Diyanet İşleri Başkanlığı tarafından Ankara'da düzenlenen 'Kadın Konulu Dini Yayınlar' ana temalı Dini Yayınlar Kongresi'nin sonuç bildirisinde dikkat çekici maddeler yer aldı. Bildirgede, "Kadın konusunda savunmacı bir yaklaşımdan vazgeçilmeli, bunun yerine geleneğin temel çizgilerini koruyan ve günümüzün algılarını da göz ardı etmeyen bir yaklaşım benimsenmelidir" denildi
YENİ MESAJ - ANKARA
Diyanet İşleri Başkanlığı Dini Yayınlar Genel Müdürlüğü tarafından 'Kadın Konulu Dini Yayınlar' ana teması çerçevesinde Ankara Dedeman Otel'de beşincisi düzenlenen Dini Yayınlar Kongresi önceki gün sona erdi.
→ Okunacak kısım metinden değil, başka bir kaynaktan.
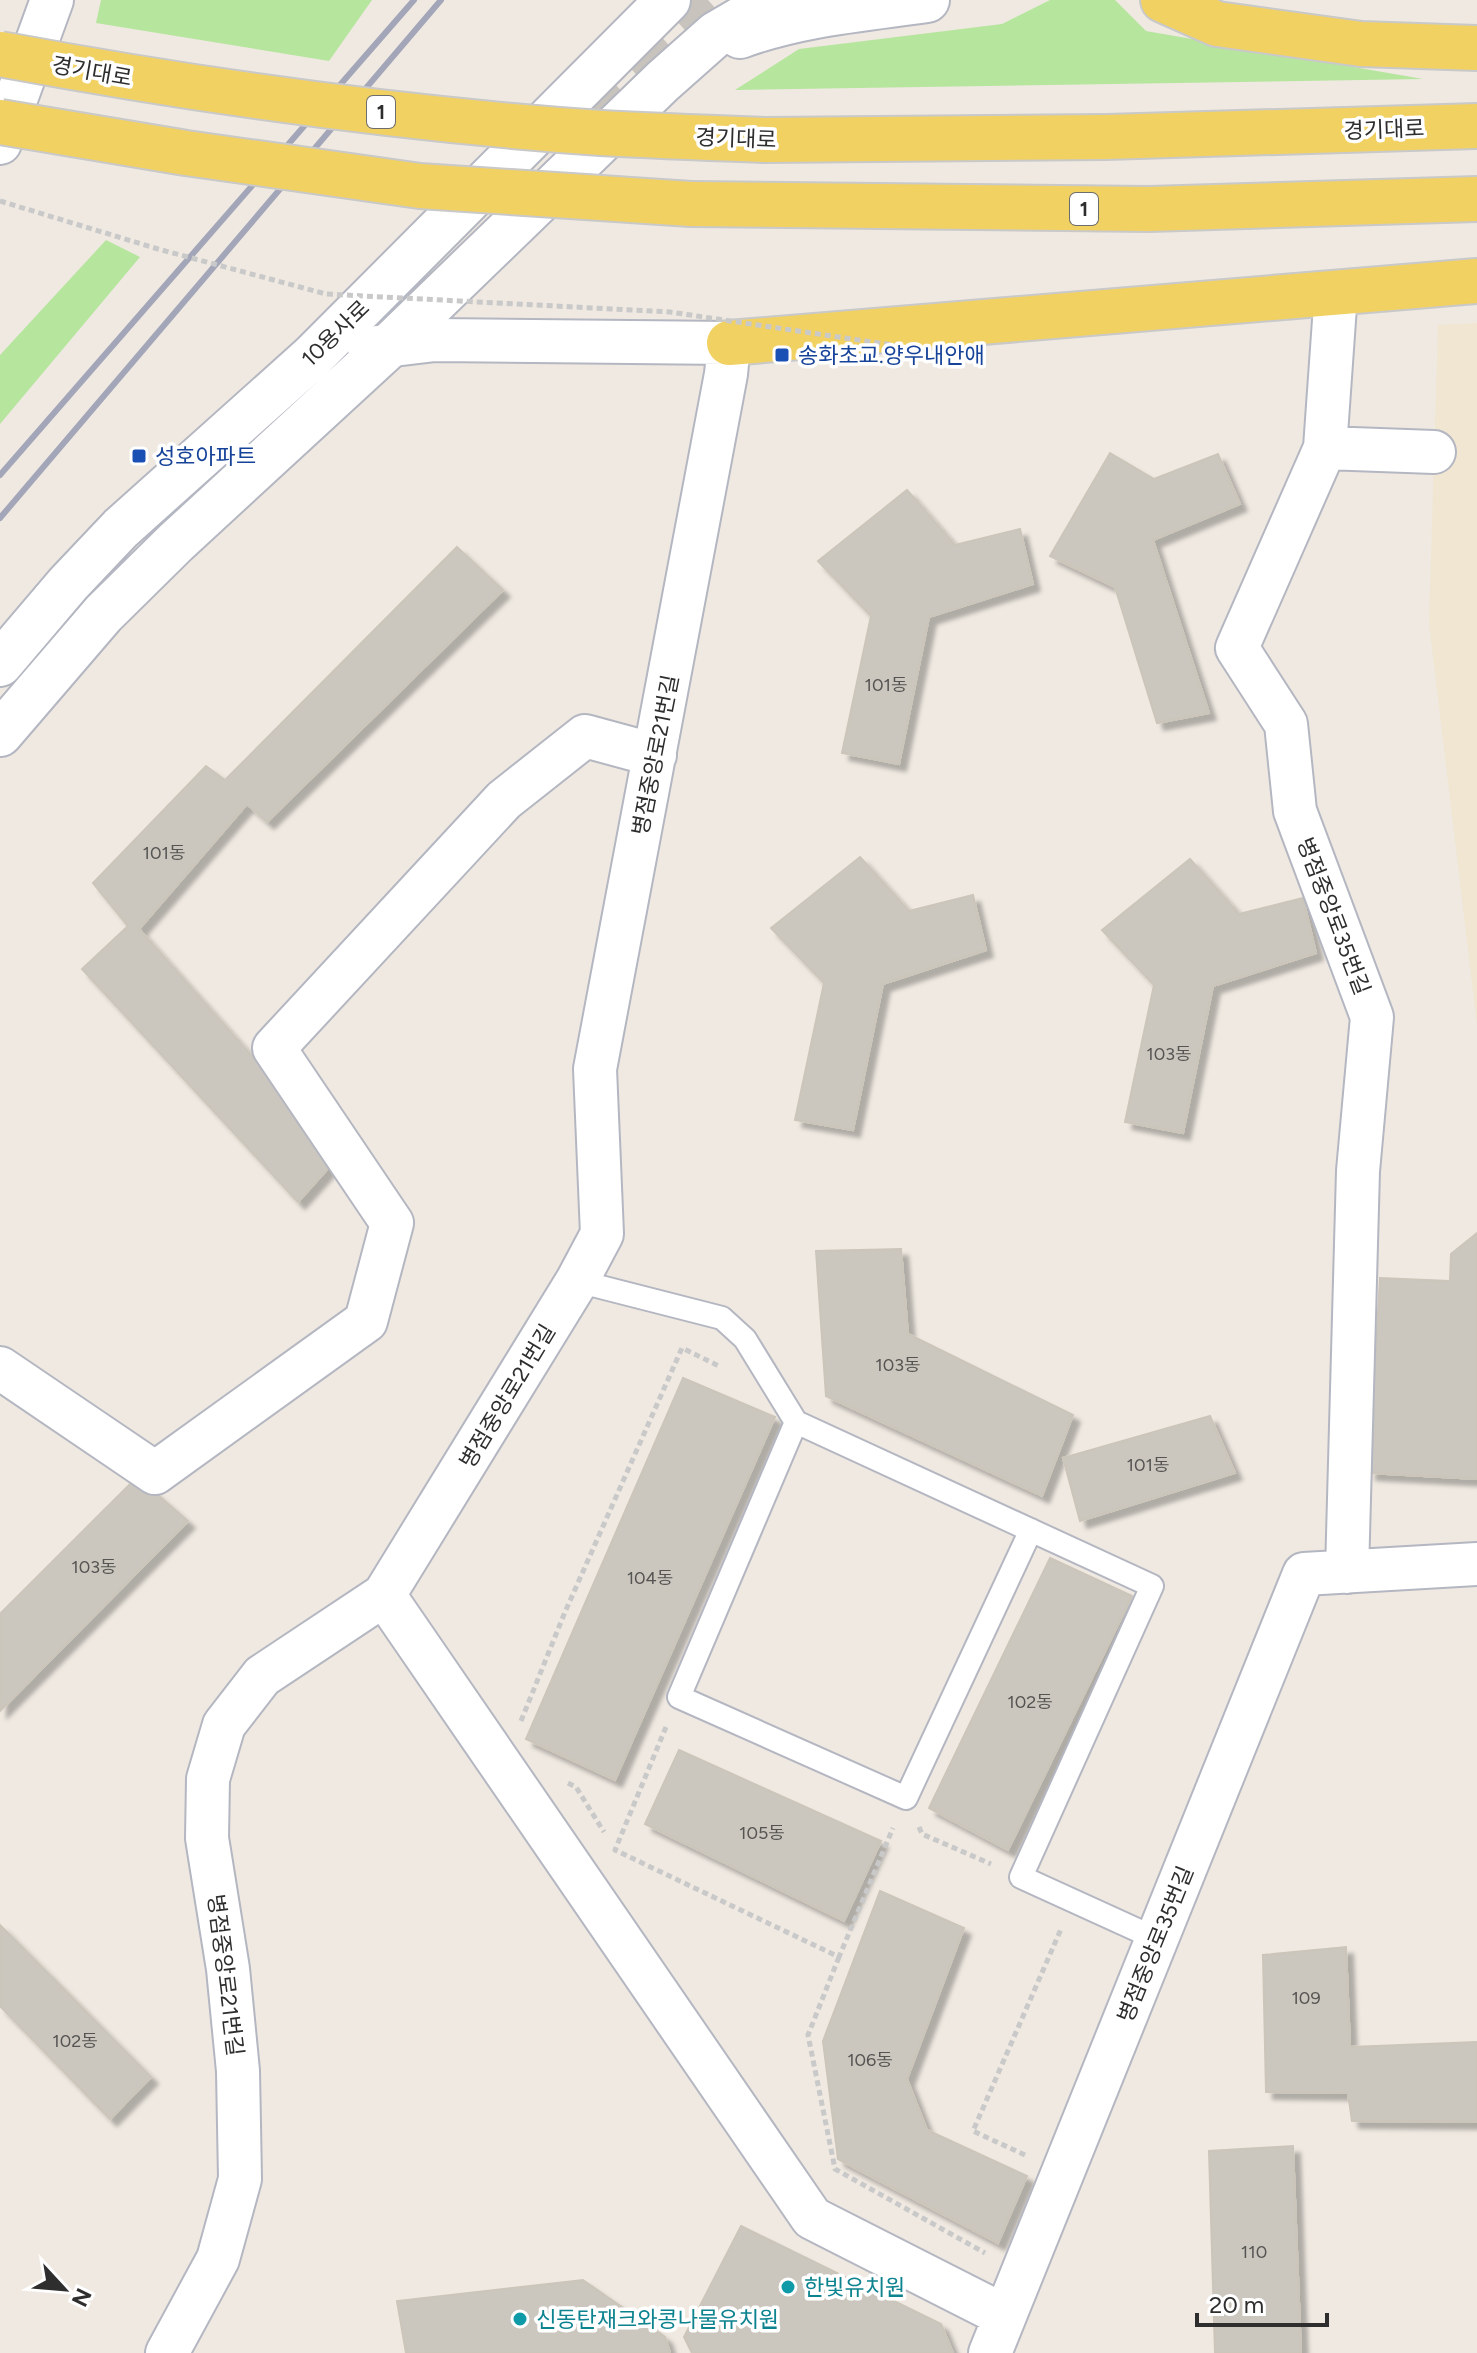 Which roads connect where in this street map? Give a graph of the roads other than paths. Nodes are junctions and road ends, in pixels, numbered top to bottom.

BaşbakanYardımcısı Bekir Bozdağ, Diyanet İşleri Başkanı Prof. Dr. Mehmet Görmez, alanında isim yapmış bir çok bilim insanı ve tanınmış gazeteci-yazarın katılımıyla Cuma günü başlayan kongre, Diyanet İşleri Başkanı Görmez'in deklere ettiği bildirgeyle sona erdi. İslam'ın kadın imgesinin, kadın ve erkeğin birbirini tamamlayan iki asli unsur oluşunda odaklandığı bildirilen Sonuç Bildirgesi'nde, Müslüman toplumlarda kadın algısı ve tasavvuruna ilişkin kendi zaman ve coğrafyalarıyla kayıtlı kimi örneklerin, tâbi oldukları zaman ve mekanlar için anlamlı ve anlaşılabilir olmakla birlikte, bugün bu tecrübelerin yeniden okunmasına ve farklı açılardan yorumlanmasına ihtiyaç duyulduğu ifade edildi. Bildirgede, günümüzde sıkça karşılaşılan cinsiyet ayrımı, taciz, aile içi şiddet ve kadının eğitimden mahrum bırakılması gibi sorunların giderilmesinde, gerçekliğin üzerini karartmak yerine soğukkanlı bir duyarlılıkla hakikatin ortaya çıkarılması için çaba sarfetmek gerektiği de vurgulandı.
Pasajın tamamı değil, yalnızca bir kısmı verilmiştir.